Proprio il 17 di questo mese , il primo giorno di scuola ci siamo chiesti : ” Le nostre scuole sono sicure ?”
Ecco la lettera dell’ avvocato Francesco Chieregato che denuncia la situazione :
Inequivocamente (e quasi manzonianamente) la Corte dei Conti così si è pronunziata: “Queste scuole andrebbero chiuse”. Duole constatare, infatti, come, nonostante gli allarmi, i piani e gli studi effettuati, in questi ultimi quindici anni non siano state stanziate adeguate risorse finanziarie per mettere in sicurezza le scuole italiane situate in zone sismiche (e si pensi che tra Zona 1 di sismicità alta e Zona 2 di sismicità medio-alta parliamo di circa tremila Comuni…).

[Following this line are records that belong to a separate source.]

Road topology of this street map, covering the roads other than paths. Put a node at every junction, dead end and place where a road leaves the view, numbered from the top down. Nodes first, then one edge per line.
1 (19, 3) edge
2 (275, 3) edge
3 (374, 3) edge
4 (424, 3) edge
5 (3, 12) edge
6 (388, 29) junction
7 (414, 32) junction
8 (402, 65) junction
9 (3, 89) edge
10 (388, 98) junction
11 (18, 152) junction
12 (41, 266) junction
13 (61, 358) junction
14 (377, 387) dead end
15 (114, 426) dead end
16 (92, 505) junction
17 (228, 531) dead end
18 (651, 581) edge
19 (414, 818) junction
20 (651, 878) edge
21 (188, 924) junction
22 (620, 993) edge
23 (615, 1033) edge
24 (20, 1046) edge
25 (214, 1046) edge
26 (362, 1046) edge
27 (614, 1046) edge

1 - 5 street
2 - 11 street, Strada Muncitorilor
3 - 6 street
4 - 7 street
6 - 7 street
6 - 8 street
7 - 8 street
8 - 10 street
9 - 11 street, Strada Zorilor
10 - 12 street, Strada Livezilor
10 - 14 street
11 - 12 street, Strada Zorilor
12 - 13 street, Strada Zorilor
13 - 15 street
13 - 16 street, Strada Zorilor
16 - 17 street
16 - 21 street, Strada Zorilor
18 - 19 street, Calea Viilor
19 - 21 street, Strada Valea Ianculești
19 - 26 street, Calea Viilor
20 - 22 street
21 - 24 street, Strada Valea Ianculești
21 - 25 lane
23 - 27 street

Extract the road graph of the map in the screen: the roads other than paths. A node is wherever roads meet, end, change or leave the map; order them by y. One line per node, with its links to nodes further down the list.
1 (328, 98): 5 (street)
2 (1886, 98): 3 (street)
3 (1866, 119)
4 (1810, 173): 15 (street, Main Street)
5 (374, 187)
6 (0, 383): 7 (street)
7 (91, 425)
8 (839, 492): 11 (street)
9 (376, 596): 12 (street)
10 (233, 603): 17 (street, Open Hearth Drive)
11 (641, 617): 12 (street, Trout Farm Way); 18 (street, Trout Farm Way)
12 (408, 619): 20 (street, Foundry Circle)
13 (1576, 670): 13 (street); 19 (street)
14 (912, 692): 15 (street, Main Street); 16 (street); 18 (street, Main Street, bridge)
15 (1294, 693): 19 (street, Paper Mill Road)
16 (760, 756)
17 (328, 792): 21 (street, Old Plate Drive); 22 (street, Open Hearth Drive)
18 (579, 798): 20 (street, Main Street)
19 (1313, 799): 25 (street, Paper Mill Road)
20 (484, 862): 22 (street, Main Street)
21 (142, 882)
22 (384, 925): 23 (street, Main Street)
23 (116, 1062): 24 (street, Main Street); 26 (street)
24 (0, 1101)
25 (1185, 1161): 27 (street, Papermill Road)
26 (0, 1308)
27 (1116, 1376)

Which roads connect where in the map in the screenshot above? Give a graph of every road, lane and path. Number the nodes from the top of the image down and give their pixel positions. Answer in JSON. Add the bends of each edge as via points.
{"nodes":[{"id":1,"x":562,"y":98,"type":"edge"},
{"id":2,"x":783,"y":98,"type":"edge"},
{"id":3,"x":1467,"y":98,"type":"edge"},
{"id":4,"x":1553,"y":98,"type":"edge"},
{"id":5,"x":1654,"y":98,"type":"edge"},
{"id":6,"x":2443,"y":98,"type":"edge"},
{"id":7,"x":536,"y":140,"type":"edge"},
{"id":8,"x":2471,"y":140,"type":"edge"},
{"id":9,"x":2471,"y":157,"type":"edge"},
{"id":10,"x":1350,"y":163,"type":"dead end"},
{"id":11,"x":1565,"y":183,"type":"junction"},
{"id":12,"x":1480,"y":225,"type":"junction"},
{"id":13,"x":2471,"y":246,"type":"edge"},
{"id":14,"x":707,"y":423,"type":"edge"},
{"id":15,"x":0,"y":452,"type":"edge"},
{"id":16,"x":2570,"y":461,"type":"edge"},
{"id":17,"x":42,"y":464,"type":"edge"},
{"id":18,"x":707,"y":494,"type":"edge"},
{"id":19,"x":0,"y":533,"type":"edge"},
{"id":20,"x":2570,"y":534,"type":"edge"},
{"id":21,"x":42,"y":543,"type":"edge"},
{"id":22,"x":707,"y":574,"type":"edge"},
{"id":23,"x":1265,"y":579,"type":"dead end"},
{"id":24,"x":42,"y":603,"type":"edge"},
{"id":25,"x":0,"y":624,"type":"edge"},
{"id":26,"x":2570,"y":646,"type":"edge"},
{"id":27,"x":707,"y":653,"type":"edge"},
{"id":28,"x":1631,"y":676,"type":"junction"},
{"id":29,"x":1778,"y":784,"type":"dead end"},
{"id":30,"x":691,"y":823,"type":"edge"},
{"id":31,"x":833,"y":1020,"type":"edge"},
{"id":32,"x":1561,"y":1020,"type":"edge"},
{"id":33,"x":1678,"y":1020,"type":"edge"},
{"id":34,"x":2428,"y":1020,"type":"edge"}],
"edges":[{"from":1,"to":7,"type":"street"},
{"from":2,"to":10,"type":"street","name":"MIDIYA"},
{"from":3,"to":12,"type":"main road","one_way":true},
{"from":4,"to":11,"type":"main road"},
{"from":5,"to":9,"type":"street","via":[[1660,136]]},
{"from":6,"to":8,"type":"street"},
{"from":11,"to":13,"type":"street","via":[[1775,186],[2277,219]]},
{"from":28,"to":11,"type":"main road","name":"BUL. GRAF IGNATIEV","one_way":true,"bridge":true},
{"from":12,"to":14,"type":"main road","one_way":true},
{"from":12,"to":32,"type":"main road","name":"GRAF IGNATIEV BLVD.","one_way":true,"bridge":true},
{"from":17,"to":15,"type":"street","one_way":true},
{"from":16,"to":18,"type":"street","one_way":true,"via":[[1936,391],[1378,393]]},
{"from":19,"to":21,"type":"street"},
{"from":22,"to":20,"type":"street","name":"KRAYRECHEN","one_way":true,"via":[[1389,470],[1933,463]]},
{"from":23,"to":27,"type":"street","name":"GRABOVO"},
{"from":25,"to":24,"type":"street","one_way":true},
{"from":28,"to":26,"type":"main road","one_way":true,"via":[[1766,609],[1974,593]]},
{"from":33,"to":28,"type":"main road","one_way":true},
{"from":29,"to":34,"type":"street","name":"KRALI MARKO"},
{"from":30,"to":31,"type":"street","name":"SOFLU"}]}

E’ evidente la “preoccupante lentezza” (per non dire quasi immobilismo) del piano straordinario di messa in sicurezza degli edifici scolastici nelle zone, appunto, a rischio sismico. Dal Piano straordinario previsto dalla legge 289/2002 (Legge di bilancio 2003, ndr), che vide la luce dopo il crollo della scuola a San Giuliano di Puglia, la Corte dei Conti ha denunciato l’inadeguatezza delle risorse finanziarie disponibili in relazione al fabbisogno stimato e all’urgenza degli interventi affermata dal legislatore e la parzialità degli interventi di messa a norma, che hanno interessato solo una porzione limitata del patrimonio edilizio scolastico.
In dettaglio: sono stati conclusi 1.617 interventi sui 2.651 previsti, pari al 61 per cento. In pratica, tra lungaggini, omissioni, “paura di sbagliare” (o di assumersi responsabilità) e incertezze procedurali e di distribuzione geografica delle risorse (!), la metà circa delle opere prestabilite resta al palo, traducendosi ciò nella mancata eliminazione di rischi per gli alunni e il personale docente, con scuole che, duole ammetterlo, andrebbero irrimediabilmente chiuse (a Napoli docenti e alunni di un istituto a rischio sono andati a fare lezione …al mare…). Le conclusioni della relazione della Corte dei Conti sono preoccupanti: “Sono stati stanziati 193,88 milioni (pari al 4,84 per cento del fabbisogno) per il Primo programma stralcio, 295,2 milioni per il Secondo (corrispondenti al 7,38 per cento) e 111,8 milioni per il Terzo (pari al 2,8 per cento), per un totale complessivo, tenendo conto del piano di rimodulazione, di 600,88 milioni, corrispondenti al 15 per cento del fabbisogno originariamente stimato”.
Ma quali e quanti sono gli edifici scolastici a rischio? Come si legge nella relazione, sono 17.160 gli edifici scolastici (pari al 43% del totale) che si trovano in zona sismica 1 e 2, cioè dove possono verificarsi terremoti, rispettivamente fortissimi e forti. “Oltre il 50 per cento di questi edifici risale a prima dell’entrata in vigore della normativa antisismica (1976) e solo il 21 per cento delle scuole presenti in queste aree risulta progettato o adeguato alla normativa tecnica di costruzione antisismica”.
Come rileva la stessa Corte, la situazione, visto che queste scuole “non sono a norma” – e secondo la più recente giurisprudenza in materia penale- non potrebbero essere utilizzate per tenere lezioni e andrebbero chiuse, può determinare rilevanti rischi per l’organizzazione dell’attività didattica. Pertanto la Corte dei Conti raccomanda al ministero delle infrastrutture e al ministero dell’istruzione, di procedere a un’immediata ricognizione degli edifici privi dei requisiti previsti.